In this post, I aim to share how I conducted a proof of concept (PoC) to solve a real-world problem using deep learning techniques, emphasizing a clean code structure.

Background

Our initiative is centered on forecasting Gross Merchandise Volume (GMV) through sophisticated machine learning models. Crafted to navigate the complexities of real-world data scenarios, including cold starts, sparse signals, and voluminous datasets, our forecasting system is equipped with a suite of solutions engineered to methodically overcome these challenges.

Note: As the original data is confidential, we won’t disclose any data sources.

For further details, please refer to the GitHub repository.

Exploratory Data Analysis

We will share the findings and feature engineering derived from three primary data sources: user, store, and transaction data.

Findings:

  1. User Behavior Variability: There is a noticeable fluctuation in user behaviors when observed over various time frames, such as hourly or monthly.
hourly-w
Fig. 1: Weekdays vs. Hourly User Purchase Behaviour
hourly-m
Fig. 2: Monthly vs. Hourly User Purchase Behaviour
  1. Spatial Relationship Analysis: K-means clustering has been applied to categorize spatial locations, effectively preserving their inherent spatial relationships.
spatial-d
Fig. 3: Spatial Distribution of Transaction
k-means
Fig. 3: K-means via Locations
  1. Context Feature Exploration: The RMF (Recency, Frequency, Monetary) analysis method has been utilized to pinpoint key context features that are significant.
recent-purchase
Fig. 4: Transaction Distributions of Recency
store-t
Fig. 5: Store Transaction Distributions

Feature Engineering:

  • Missing Value Imputation: For simplicity, apply median imputation to fill missing values in numeric features, and mode imputation for categorical features to maintain data integrity.

  • Context Feature Creation: Develop new context features derived from insights gathered during exploratory data analysis, enhancing model input.

  • Binarization of Continuous Features: Convert continuous features into binary form using summary statistics thresholds to streamline the xDeepFM model training process.

Methodology

The forecasting of GMV is approached through two steps:

  1. Predicting Purchase Probability: Utilize a Click-Through Rate (CTR) model to predict the likelihood of a user completing a purchase at a given store in the subsequent period.

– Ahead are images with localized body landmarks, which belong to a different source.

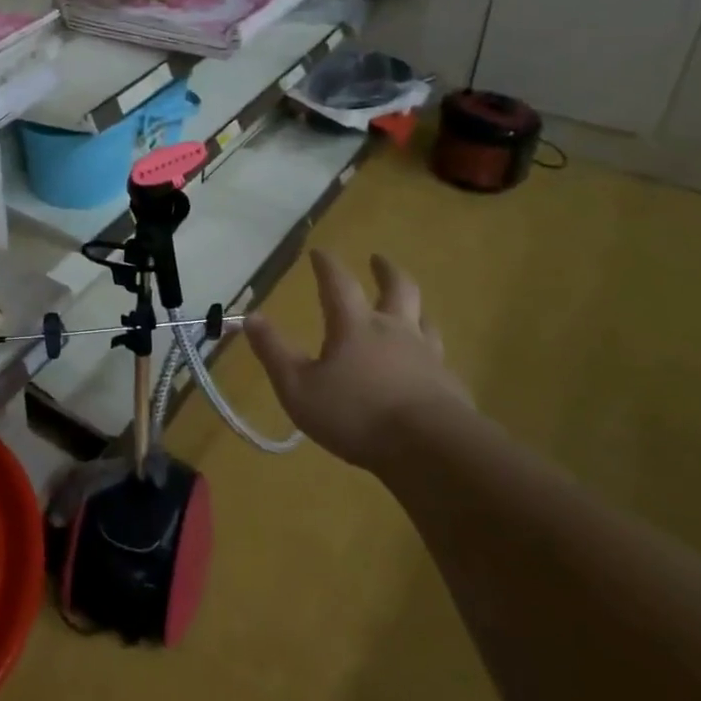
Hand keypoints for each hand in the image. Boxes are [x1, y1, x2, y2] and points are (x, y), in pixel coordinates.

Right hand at [243, 250, 468, 472]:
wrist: (431, 449)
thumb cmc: (356, 415)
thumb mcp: (298, 388)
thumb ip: (274, 352)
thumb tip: (251, 317)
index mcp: (355, 326)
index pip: (339, 283)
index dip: (327, 264)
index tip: (319, 251)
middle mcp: (394, 330)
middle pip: (397, 288)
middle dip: (385, 270)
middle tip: (378, 259)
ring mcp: (427, 356)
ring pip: (425, 319)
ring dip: (415, 308)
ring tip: (411, 307)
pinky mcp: (449, 385)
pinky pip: (440, 358)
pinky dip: (430, 352)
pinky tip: (428, 366)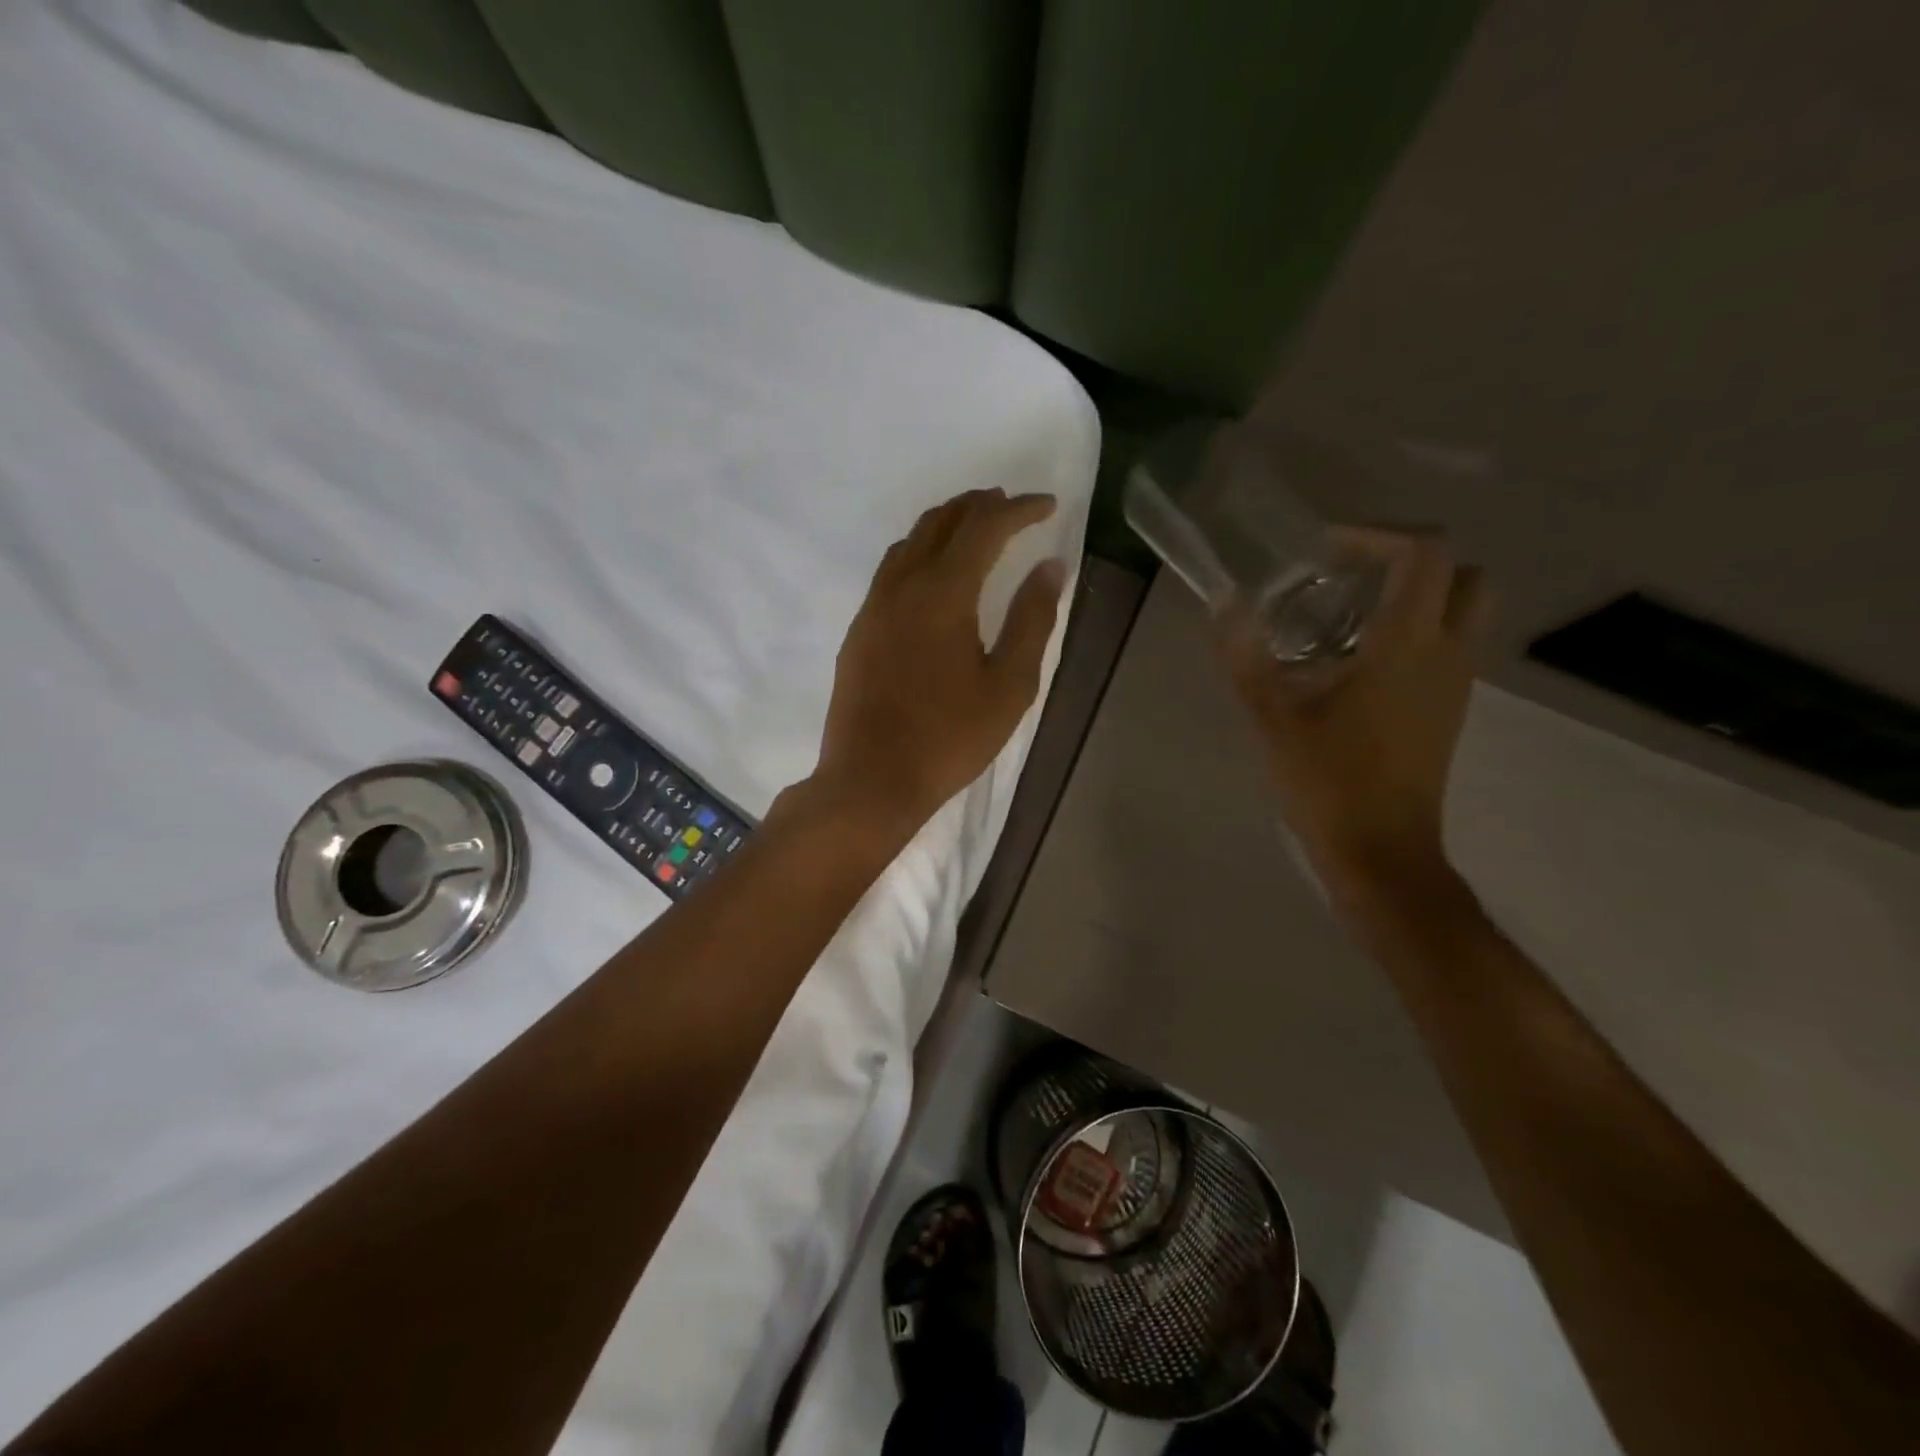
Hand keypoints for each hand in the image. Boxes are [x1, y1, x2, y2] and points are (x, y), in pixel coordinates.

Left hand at [812, 489, 1066, 836]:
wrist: (871, 780)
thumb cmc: (949, 739)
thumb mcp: (1009, 685)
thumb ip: (1032, 620)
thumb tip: (1049, 567)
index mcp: (943, 592)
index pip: (984, 528)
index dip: (1019, 510)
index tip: (1047, 506)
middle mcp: (902, 585)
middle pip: (941, 522)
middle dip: (979, 505)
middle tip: (1010, 505)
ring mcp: (873, 607)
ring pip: (909, 542)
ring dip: (945, 525)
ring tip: (974, 529)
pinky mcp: (859, 631)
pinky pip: (891, 570)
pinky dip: (920, 552)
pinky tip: (934, 574)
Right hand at [1220, 528, 1490, 894]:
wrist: (1380, 852)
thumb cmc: (1328, 783)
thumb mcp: (1273, 718)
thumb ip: (1247, 657)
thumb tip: (1225, 604)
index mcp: (1408, 647)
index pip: (1423, 555)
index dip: (1377, 535)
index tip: (1326, 549)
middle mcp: (1446, 655)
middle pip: (1462, 575)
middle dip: (1409, 561)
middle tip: (1349, 575)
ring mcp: (1455, 685)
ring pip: (1460, 612)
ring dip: (1413, 597)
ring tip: (1344, 615)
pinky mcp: (1447, 711)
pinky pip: (1446, 647)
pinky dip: (1413, 632)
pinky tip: (1354, 661)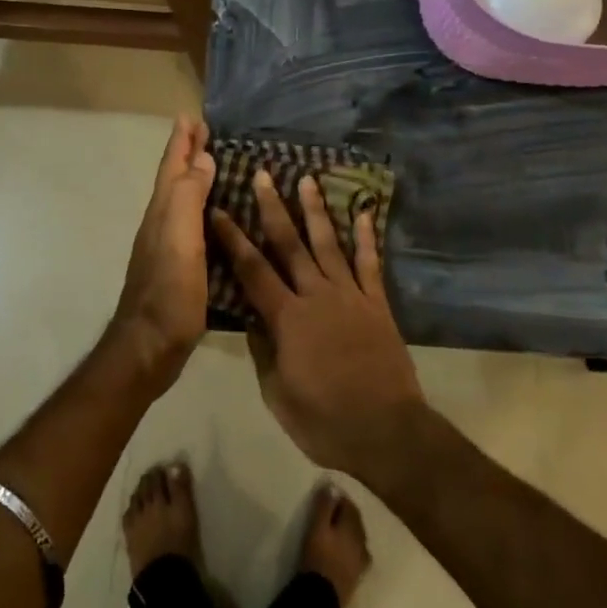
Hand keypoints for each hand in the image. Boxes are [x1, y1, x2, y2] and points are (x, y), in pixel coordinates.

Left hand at [108, 116, 215, 392]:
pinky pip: (191, 221)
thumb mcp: (181, 239)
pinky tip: (215, 214)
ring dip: (194, 177)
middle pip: (175, 178)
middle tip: (202, 130)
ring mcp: (168, 245)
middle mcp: (162, 222)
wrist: (149, 346)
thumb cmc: (169, 291)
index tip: (191, 115)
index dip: (182, 141)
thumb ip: (189, 197)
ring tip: (212, 163)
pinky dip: (201, 206)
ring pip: (181, 198)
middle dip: (187, 153)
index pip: (173, 166)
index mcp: (163, 211)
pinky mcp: (178, 266)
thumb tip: (202, 159)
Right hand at [212, 174, 425, 478]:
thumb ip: (263, 351)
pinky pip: (370, 263)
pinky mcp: (376, 303)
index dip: (233, 239)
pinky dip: (366, 237)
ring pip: (328, 244)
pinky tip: (364, 212)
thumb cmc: (325, 422)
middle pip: (289, 244)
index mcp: (287, 318)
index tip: (219, 210)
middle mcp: (316, 295)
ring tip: (307, 179)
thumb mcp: (277, 394)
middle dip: (273, 208)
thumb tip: (251, 317)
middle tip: (263, 175)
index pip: (252, 270)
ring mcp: (350, 296)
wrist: (387, 432)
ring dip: (315, 210)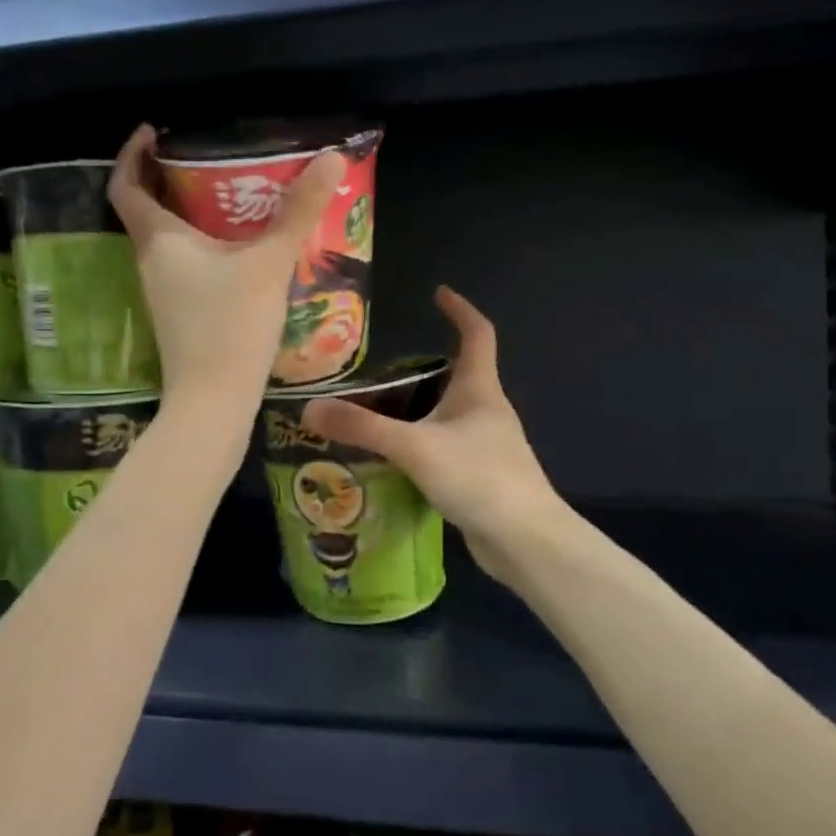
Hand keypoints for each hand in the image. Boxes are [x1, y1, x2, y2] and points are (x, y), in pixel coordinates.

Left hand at [108, 125, 343, 418]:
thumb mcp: (269, 263)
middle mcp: (151, 262)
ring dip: (191, 214)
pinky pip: (185, 264)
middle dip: (172, 179)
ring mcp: (163, 292)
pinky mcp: (180, 314)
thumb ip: (298, 211)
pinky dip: (205, 245)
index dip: (132, 154)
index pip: (125, 185)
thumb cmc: (231, 325)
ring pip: (168, 240)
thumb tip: (330, 156)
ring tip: (233, 197)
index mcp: (158, 240)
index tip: (154, 132)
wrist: (214, 402)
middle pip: (148, 209)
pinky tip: (242, 248)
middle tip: (210, 159)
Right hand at [302, 287, 563, 576]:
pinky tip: (393, 461)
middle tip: (379, 371)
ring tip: (375, 413)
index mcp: (480, 390)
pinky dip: (420, 445)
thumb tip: (309, 409)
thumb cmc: (479, 478)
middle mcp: (486, 411)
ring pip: (447, 415)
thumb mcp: (414, 447)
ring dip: (417, 409)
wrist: (526, 542)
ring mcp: (486, 445)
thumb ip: (362, 428)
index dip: (460, 309)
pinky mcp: (480, 476)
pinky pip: (444, 447)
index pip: (477, 334)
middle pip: (457, 375)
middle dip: (423, 367)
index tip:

  2. Estimating GMV: Use the predicted purchase probability in conjunction with the store’s average GMV to forecast the forthcoming GMV for a user or a specific day.

Problem Transformation

Transform the Forecast GMV time series in terms of users or daily sum by the following three steps:

  1. Estimate the probability of user purchase at a store on a daily basis: For each user, build a binary classification (CTR-like) model to predict the probability of the user placing an order at each store in January 2022. Let’s denote this probability as \(P(\text{Order}_{\text{user, store}}| \text{date})\).
  2. For forecasting, use the trained model to predict \(P(\text{Order}_{\text{user, store}}| \text{date})\) for each user and store.
  3. Calculate the expected GMV for each user by taking the weighted average of the GMV amounts at the predicted stores: \(\hat{\text{GMV}}_{\text{user}, \text{date}} = \sum_{\text{store}} \hat{P}(\text{Order}_{\text{user, store}}| \text{features}_\text{date}) \cdot \hat{\text{GMV}}_{\text{store}}\)
    • We assume $\hat{\text{GMV}}_{\text{store}}$ can be estimated by averaging their previous transactions due to low variation (based on exploratory data analysis). Alternatively, it can be estimated using another ML algorithm.
    • Context features $\text{features}_\text{date}$ can be updated over time.
  • Main Forecast Problems:
    • User-Level Forecast in a Month:
      • For forecasting user’s monthly GMV, aggregate the expected GMV amounts across all users.
      • Mathematically: \(\text{GMV}(\text{user}) = \sum_{\text{date}} \hat{\text{GMV}}_{\text{user}, \text{date}}\) where the sum is over all users.
    • Daily Forecast in a Month:
      • For forecasting daily GMV, aggregate the expected GMV amounts across all users.
      • Mathematically: \(\text{GMV}(\text{date}) = \sum_{\text{user}} \hat{\text{GMV}}_{\text{user}, \text{date}}\) where the sum is over all users.

Data Setup:

  1. Label Definition:
    • The label is binary information indicating whether the user placed an order at a specific store in January 2022.
    • Use negative sampling for negative examples with a globally random sampling strategy.
  2. Features:
    • Utilize historical data features for each user and store, such as previous order history, user demographics, store characteristics, etc.
    • Include context features, especially those describing the future time context for prediction.

Evaluation:

  • Assess the performance of CTR-like model using standard binary classification metrics (recall, ROC-AUC, etc.).
  • Evaluate the performance of GMV estimation using appropriate regression metrics (MAE, MSE, etc.).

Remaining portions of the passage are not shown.